■ Task prompt ■
Determine how many lines of the data include the word "roads", and write only that number.

[Stored data]
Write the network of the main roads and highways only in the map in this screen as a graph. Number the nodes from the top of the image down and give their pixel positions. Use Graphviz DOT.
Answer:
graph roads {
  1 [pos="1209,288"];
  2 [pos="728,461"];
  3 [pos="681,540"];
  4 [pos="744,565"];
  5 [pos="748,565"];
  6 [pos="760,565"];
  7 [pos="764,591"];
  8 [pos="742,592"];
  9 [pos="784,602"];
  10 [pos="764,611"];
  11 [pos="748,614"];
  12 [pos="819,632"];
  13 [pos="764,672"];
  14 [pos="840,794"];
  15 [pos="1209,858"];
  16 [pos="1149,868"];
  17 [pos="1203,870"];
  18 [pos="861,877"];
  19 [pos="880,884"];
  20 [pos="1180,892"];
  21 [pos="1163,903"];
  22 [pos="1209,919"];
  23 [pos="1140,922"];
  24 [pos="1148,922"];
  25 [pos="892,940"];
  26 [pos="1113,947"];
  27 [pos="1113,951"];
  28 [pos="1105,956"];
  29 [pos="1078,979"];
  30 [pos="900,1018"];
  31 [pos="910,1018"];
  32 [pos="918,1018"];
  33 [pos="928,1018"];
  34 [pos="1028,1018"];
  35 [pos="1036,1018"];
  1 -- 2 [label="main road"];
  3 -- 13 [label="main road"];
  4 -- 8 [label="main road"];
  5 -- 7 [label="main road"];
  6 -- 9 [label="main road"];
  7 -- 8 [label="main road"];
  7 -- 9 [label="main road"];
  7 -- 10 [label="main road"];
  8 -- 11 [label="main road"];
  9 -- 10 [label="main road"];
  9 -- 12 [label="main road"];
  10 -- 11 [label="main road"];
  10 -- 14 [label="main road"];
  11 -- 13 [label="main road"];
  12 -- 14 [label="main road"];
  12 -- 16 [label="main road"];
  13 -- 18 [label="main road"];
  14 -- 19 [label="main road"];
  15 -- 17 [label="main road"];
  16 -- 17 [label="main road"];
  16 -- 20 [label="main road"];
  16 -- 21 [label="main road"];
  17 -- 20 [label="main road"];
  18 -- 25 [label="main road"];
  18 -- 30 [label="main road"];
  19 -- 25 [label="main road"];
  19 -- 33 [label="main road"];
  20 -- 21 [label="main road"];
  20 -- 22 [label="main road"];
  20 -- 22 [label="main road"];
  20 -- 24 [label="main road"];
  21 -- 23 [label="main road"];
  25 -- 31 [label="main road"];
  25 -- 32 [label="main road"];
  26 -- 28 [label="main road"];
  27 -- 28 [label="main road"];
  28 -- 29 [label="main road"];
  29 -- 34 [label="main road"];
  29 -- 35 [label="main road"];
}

■ Answer box ■
2